It also helps that the Red Sox already have a left handed hitter who can hit 30+ homers and drive in 100+ runs -- Jacoby Ellsbury. Ells produced on an elite level in 2011 as a leadoff hitter, where he enjoyed the projection that having someone like Ortiz hit behind you provides.
Should Ellsbury move into the Ortiz's place in the batting order, the real test will be for Napoli. Will Napoli be enough of a threat to pitchers that they are willing to challenge Ellsbury? If so, Ellsbury would then receive a pitch selection similar to what a leadoff hitter gets (ie: more fastballs), and he'll have a better chance to reproduce his 2011 numbers. But, if Napoli isn't seen as a threatening slugger, all bets are off as pitchers will just pitch around Ellsbury instead of challenging him. Ellsbury certainly doesn't carry the same threatening presence and gravitas that Big Papi enjoys, so Napoli could really earn his contract money by providing that threat and letting Ellsbury benefit from it.

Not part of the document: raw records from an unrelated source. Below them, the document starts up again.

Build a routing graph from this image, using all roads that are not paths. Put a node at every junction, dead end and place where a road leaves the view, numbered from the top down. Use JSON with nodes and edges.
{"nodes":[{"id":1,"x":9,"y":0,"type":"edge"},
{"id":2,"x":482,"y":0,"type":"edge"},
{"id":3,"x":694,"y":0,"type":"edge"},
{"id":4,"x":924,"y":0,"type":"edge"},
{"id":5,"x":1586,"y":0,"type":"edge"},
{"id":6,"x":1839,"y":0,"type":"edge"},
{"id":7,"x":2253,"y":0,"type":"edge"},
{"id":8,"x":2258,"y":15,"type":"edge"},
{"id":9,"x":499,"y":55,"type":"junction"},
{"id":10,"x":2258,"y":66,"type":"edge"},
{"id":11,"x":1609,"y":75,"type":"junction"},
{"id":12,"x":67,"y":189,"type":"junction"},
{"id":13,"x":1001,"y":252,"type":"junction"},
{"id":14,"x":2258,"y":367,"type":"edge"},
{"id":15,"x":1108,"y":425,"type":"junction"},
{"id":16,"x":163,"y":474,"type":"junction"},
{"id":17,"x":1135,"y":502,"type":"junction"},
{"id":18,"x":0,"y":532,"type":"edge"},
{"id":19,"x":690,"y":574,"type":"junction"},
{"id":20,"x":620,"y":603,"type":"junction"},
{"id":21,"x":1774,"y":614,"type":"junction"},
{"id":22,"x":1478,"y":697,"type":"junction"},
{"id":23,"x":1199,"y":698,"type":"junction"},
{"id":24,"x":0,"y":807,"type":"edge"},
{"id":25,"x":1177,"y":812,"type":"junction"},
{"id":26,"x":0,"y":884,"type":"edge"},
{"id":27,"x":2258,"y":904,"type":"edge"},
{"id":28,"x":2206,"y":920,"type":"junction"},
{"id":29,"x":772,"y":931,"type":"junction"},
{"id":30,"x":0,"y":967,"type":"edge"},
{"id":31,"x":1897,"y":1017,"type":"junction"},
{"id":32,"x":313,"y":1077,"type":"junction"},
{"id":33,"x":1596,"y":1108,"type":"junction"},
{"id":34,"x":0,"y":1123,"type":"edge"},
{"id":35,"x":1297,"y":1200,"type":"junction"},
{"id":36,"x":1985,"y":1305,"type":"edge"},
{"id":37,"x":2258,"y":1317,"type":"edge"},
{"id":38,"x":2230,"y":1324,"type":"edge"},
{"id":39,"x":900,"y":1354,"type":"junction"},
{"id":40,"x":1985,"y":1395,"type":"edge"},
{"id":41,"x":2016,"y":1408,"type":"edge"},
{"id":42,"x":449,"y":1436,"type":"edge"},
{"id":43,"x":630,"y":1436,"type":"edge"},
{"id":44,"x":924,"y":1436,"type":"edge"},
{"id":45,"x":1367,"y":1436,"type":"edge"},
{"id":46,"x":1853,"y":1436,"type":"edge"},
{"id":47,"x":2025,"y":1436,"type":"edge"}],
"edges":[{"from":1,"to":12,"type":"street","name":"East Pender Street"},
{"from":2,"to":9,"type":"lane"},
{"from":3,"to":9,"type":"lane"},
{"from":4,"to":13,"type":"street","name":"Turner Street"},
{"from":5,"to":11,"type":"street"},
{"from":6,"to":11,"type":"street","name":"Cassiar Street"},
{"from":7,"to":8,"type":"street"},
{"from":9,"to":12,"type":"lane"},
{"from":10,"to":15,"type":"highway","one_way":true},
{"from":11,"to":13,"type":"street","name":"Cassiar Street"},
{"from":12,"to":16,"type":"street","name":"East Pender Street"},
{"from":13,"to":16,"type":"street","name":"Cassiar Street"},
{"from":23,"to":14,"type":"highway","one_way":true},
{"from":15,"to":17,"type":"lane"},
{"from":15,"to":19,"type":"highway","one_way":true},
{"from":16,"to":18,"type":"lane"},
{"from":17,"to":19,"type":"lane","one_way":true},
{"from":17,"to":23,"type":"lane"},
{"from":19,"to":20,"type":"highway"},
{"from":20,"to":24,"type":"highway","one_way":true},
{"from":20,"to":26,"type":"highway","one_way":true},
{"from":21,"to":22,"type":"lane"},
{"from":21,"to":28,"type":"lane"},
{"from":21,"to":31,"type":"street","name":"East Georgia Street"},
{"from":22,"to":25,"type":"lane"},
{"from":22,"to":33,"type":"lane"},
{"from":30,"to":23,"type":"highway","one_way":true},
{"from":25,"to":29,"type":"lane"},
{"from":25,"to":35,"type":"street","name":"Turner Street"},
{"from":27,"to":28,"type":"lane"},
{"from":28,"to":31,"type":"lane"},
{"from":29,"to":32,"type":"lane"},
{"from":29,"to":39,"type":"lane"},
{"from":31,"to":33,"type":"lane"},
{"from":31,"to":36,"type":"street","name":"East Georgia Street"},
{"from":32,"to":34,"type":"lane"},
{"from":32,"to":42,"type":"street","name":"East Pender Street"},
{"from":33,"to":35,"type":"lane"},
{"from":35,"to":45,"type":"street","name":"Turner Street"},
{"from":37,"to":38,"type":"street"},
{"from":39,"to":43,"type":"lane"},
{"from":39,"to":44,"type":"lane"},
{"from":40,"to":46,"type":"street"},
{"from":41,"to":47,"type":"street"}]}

If Ellsbury takes Ortiz's place in the batting order, though, this creates another problem: Who will replace him in the leadoff spot, get on base and swipe bags to get into scoring position when Ellsbury comes to the plate?
Easy answer: If Jackie Bradley, Jr. ends spring training batting over .400 (he's hitting .519 right now), I don't see how you can't play him. No more of this "He's too young", no more "He hasn't had enough time in the minors", no more bullshit. JBJ is hot right now, making him a better option than any castoff veteran who can be brought in.
The Red Sox are not the Yankees, and they're not begging Chipper Jones to come out of retirement. The Sox have a decent options here and they should take advantage of them.